*** AVAILABLE DATA ***

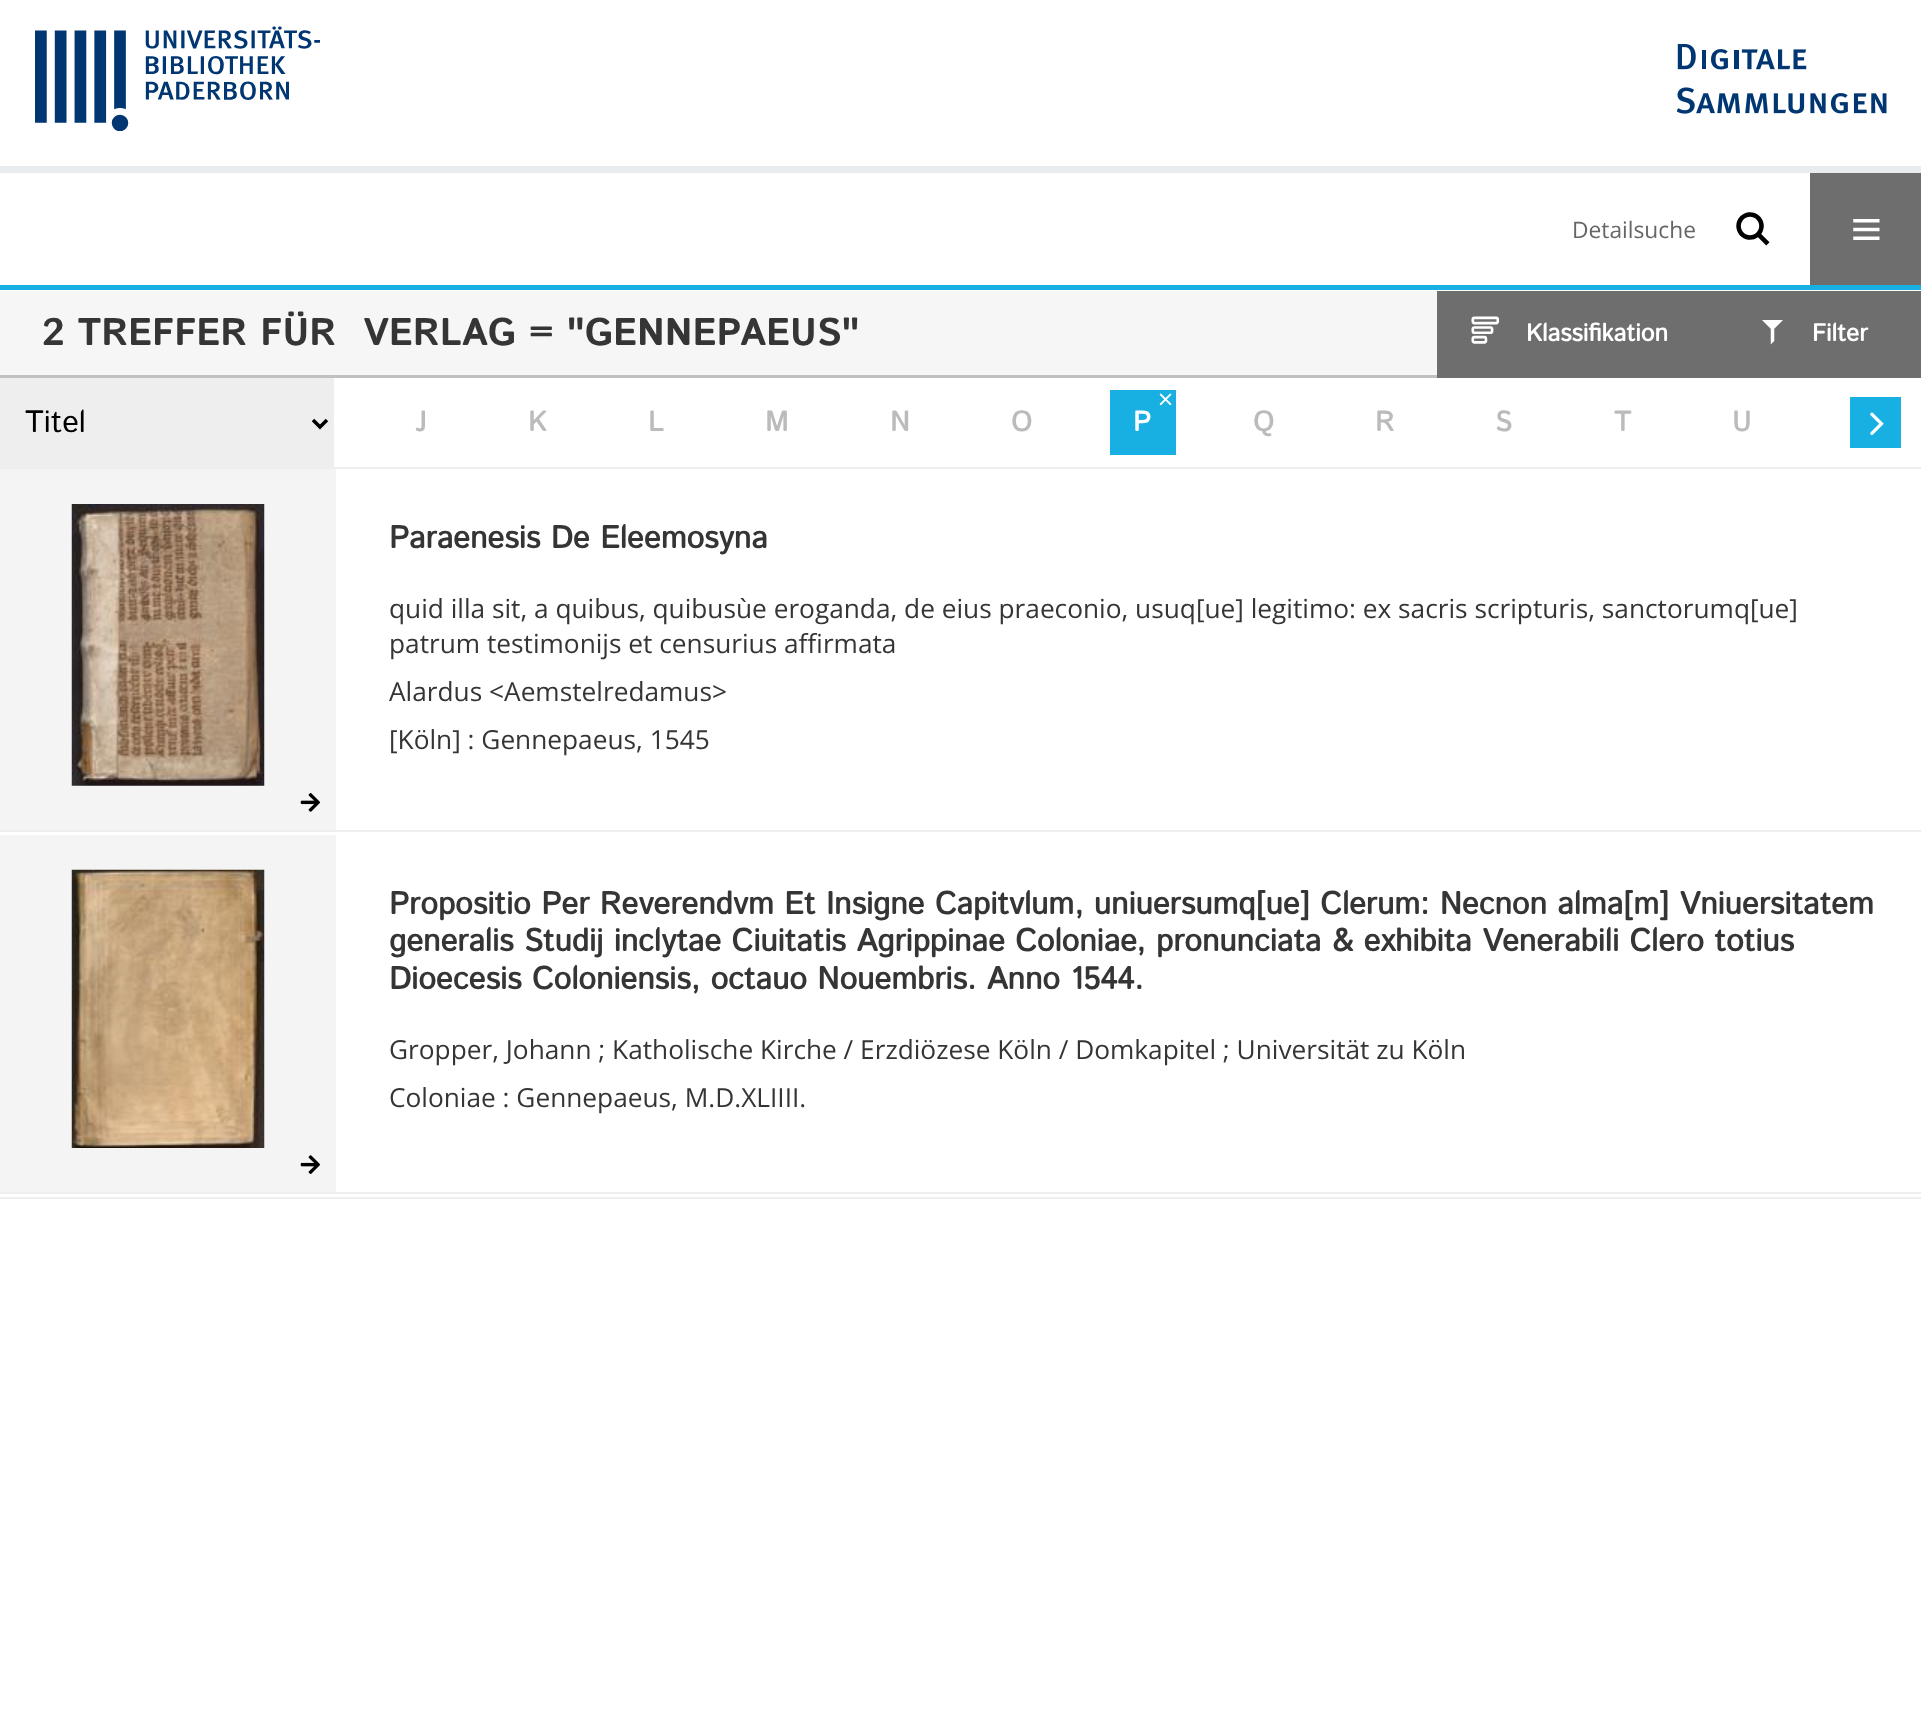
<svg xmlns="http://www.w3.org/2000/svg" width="1921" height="1732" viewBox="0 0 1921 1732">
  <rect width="100%" height="100%" fill="rgb(255,255,255)"/>
  <rect x="0" y="166" width="1921" height="7" fill="rgb(232,236,239)"/>
  <image x="35" y="26" width="285" height="105" href="pic1.png"/>
  <image x="1677" y="44" width="210" height="70" href="pic2.png"/>
  <text x="1572" y="238" font-family="Open Sans" font-size="22.75" fill="rgb(102,102,102)">Detailsuche</text>
  <image x="1736" y="212" width="34" height="34" href="pic3.png"/>
  <rect x="1810" y="173" width="111" height="112" fill="rgb(110,110,110)"/>
  <image x="1853" y="219" width="27" height="21" href="pic4.png"/>
  <rect x="0" y="285" width="1921" height="5" fill="rgb(24,176,226)"/>
  <rect x="0" y="291" width="1437" height="84" fill="rgb(246,246,246)"/>
  <rect x="0" y="375" width="1437" height="3" fill="rgb(192,192,192)"/>
  <g font-family="'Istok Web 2'" font-size="38.5" font-weight="bold" fill="rgb(53,53,53)">
    <text x="42" y="345">2 TREFFER FÜR</text>
    <text x="363" y="345">VERLAG = "GENNEPAEUS"</text>
  </g>
  <rect x="1437" y="291" width="484" height="87" fill="rgb(110,110,110)"/>
  <image x="1471" y="316" width="29" height="28" href="pic5.png"/>
  <text x="1526" y="341" font-family="Istok Web" font-size="24.5" font-weight="bold" fill="rgb(255,255,255)">Klassifikation</text>
  <image x="1762" y="320" width="21" height="25" href="pic6.png"/>
  <text x="1812" y="341" font-family="Istok Web" font-size="24.5" font-weight="bold" fill="rgb(255,255,255)">Filter</text>
  <rect x="334" y="467" width="1587" height="2" fill="rgb(238,238,238)"/>
  <rect x="0" y="378" width="334" height="91" fill="rgb(238,238,238)"/>
  <path d="M313 420L320 427L327 420" fill="none" stroke="rgb(0,0,0)" stroke-width="3.5"/>
  <text x="25" y="432" font-family="Istok Web" font-size="31" fill="rgb(0,0,0)">Titel</text>
  <g font-family="Istok Web" font-size="28" font-weight="bold" fill="rgb(187,187,187)">
    <text x="415" y="431">J</text>
    <text x="528" y="431">K</text>
    <text x="648" y="431">L</text>
    <text x="765" y="431">M</text>
    <text x="890" y="431">N</text>
    <text x="1011" y="431">O</text>
  </g>
  <rect x="1110" y="390" width="66" height="65" fill="rgb(24,176,226)"/>
  <image x="1159" y="393" width="13" height="13" href="pic7.png"/>
  <text x="1133" y="431" font-family="Istok Web" font-size="28" font-weight="bold" fill="rgb(255,255,255)">P</text>
  <g font-family="Istok Web" font-size="28" font-weight="bold" fill="rgb(187,187,187)">
    <text x="1253" y="431">Q</text>
    <text x="1375" y="431">R</text>
    <text x="1495" y="431">S</text>
    <text x="1614" y="431">T</text>
    <text x="1732" y="431">U</text>
  </g>
  <rect x="1850" y="397" width="51" height="51" fill="rgb(24,176,226)"/>
  <image x="1870" y="412" width="14" height="23" href="pic8.png"/>
  <rect x="0" y="830" width="1921" height="2" fill="rgb(238,238,238)"/>
  <rect x="0" y="469" width="336" height="361" fill="rgb(244,244,244)"/>
  <image x="71" y="504" width="194" height="282" href="pic9.png"/>
  <image x="300" y="793" width="20" height="19" href="pic10.png"/>
  <text x="389" y="548" font-family="Istok Web" font-size="31.5" font-weight="bold" fill="rgb(53,53,53)">Paraenesis De Eleemosyna</text>
  <g font-family="Open Sans" font-size="26.25" fill="rgb(53,53,53)">
    <text>
      <tspan x="389" y="618">quid illa sit, a quibus, quibusùe eroganda, de eius praeconio, usuq[ue] legitimo: ex sacris scripturis, sanctorumq[ue]</tspan>
      <tspan x="389" y="653">patrum testimonijs et censurius affirmata</tspan>
      <tspan x="389" y="701">Alardus &lt;Aemstelredamus&gt;</tspan>
      <tspan x="389" y="749">[Köln] : Gennepaeus, 1545</tspan>
    </text>
  </g>
  <rect x="0" y="1192" width="1921" height="2" fill="rgb(238,238,238)"/>
  <rect x="0" y="835" width="336" height="357" fill="rgb(244,244,244)"/>
  <image x="71" y="869" width="194" height="279" href="pic11.png"/>
  <image x="300" y="1155" width="20" height="19" href="pic12.png"/>
  <g font-family="Istok Web" font-size="31.5" font-weight="bold" fill="rgb(53,53,53)">
    <text>
      <tspan x="389" y="914">Propositio Per Reverendvm Et Insigne Capitvlum, uniuersumq[ue] Clerum: Necnon alma[m] Vniuersitatem</tspan>
      <tspan x="389" y="951">generalis Studij inclytae Ciuitatis Agrippinae Coloniae, pronunciata &amp; exhibita Venerabili Clero totius</tspan>
      <tspan x="389" y="989">Dioecesis Coloniensis, octauo Nouembris. Anno 1544.</tspan>
    </text>
  </g>
  <g font-family="Open Sans" font-size="26.25" fill="rgb(53,53,53)">
    <text>
      <tspan x="389" y="1059">Gropper, Johann ; Katholische Kirche / Erzdiözese Köln / Domkapitel ; Universität zu Köln</tspan>
      <tspan x="389" y="1107">Coloniae : Gennepaeus, M.D.XLIIII.</tspan>
    </text>
  </g>
  <rect x="0" y="1197" width="1921" height="2" fill="rgb(238,238,238)"/>
</svg>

*** End of AVAILABLE DATA ***

» **TASK GOAL**:
Copy every line in the entries above that has the string "Coloniae" in it.

» **ANSWER SECTION**:
      <tspan x="389" y="951">generalis Studij inclytae Ciuitatis Agrippinae Coloniae, pronunciata &amp; exhibita Venerabili Clero totius</tspan>
      <tspan x="389" y="1107">Coloniae : Gennepaeus, M.D.XLIIII.</tspan>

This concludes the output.